An authoritative study conducted by Microsoft researchers has just concluded that `peer-to-peer' sharing of files by Internet users is unstoppable. It also finds that technology that tries to prevent PC users from `ripping' that is, copying compact disks (CDs) and digital video disks (DVDs) is `doomed to failure'.
The study presented recently at a workshop on `digital rights management' (DRM) organized in Washington DC, by the association for computing machinery (ACM), was the work of four scientists in the cryptography division of Microsoft.
Their findings have become the Net's hottest subject of discussion and are being claimed as a victory for the average music lover and PC owner, whose right to share music resources and play CDs on a platform of choice, has been increasingly under threat from music companies screaming `Piracy!'
In a highly publicised court case in the U.S., the popular music-swapping site Napster, was forced into closure and eventual liquidation by the recording industry association of America (RIAA) which represents companies like Universal, EMI, BMG and Warner who have a strong presence in India.

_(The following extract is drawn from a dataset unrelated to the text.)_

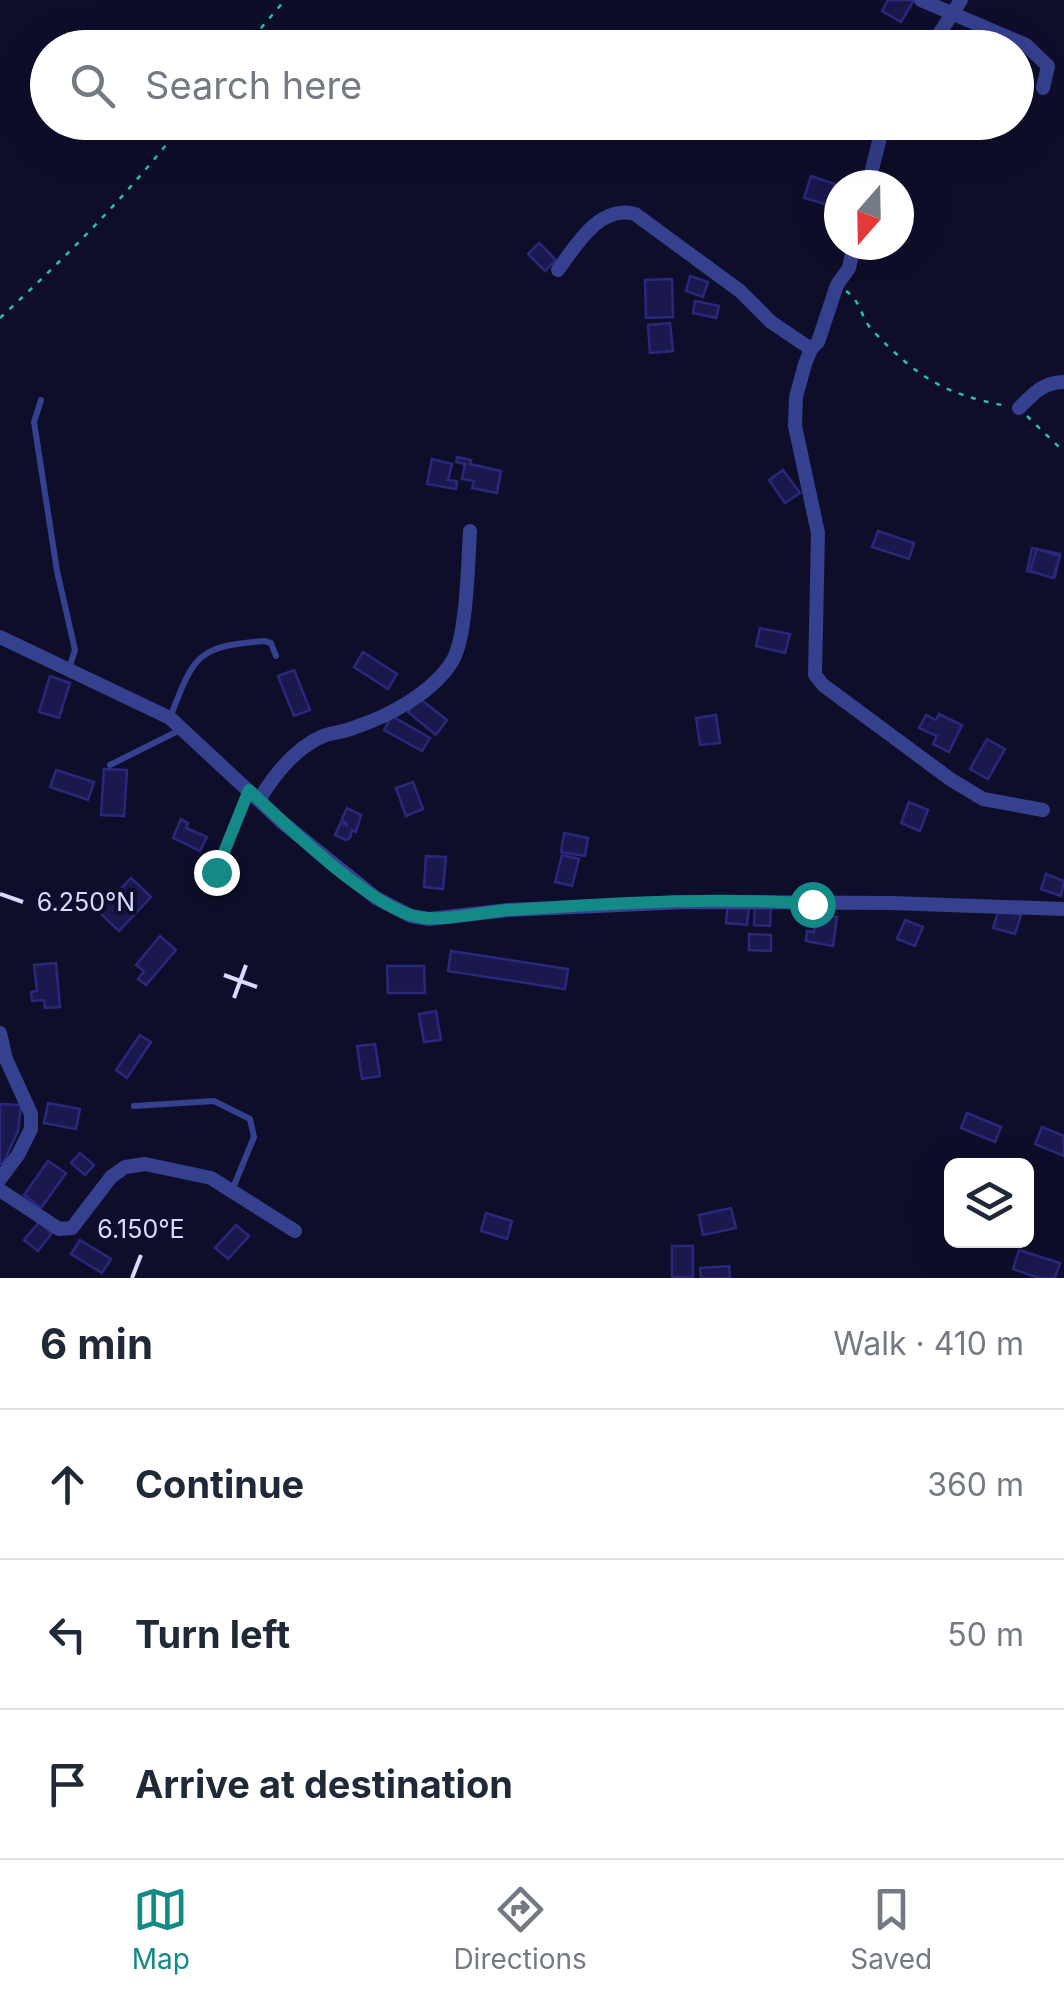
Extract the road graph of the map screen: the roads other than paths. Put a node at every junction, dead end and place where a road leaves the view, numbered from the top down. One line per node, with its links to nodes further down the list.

However file swapping facilitators sprung back to life under new avatars the Dutch KaZaA(kazaa.com), the U.S. Morpheus (musiccity.com) and the West Indian Grokster (Grokster.com). Unlike Napster these services had no central clearing house: one user directly linked to another to exchange files, so there was no entity to sue or shut down.
Anupam Chander, Professor of Law at the University of California at Davis, wrote last week in his web column "KaZaA's true power remains unrecognised... its peer-to-peer system, allow consumers to communicate directly with each other, bypassing expensive middlemen".
It is this fundamental principle that the study by Peter Biddle, Paul England, Marcus Peinado and Bryan Willman suggests, cannot be throttled because any restrictive technology will soon be neutralised by canny programmers. The researchers trace the evolution of what they call `Darknet'.
Its earliest form, prior to 1990 was what they term `Sneakernet' the exchange of music or computer programmes on floppy disk or cassette tape. When you bought a piece of legal software or a music tape you thought nothing of making a copy for friends and relatives. It was clearly a `dark' area ethically speaking but the industry did not bother because the scale was so small. By 1998, World Wide Web was available and the MP3 format had become popular as an efficient way to digitally store music.
The Net became a convenient carrier of such data. However the quantum jump came in 1999 with the emergence of centralised clearing houses like Napster which helped the seeker find a user who had the file or track to share. The phenomenal popularity of Napster led to its eventual shut down after U.S. court decisions decided that it was a conduit for the exchange of copyrighted material.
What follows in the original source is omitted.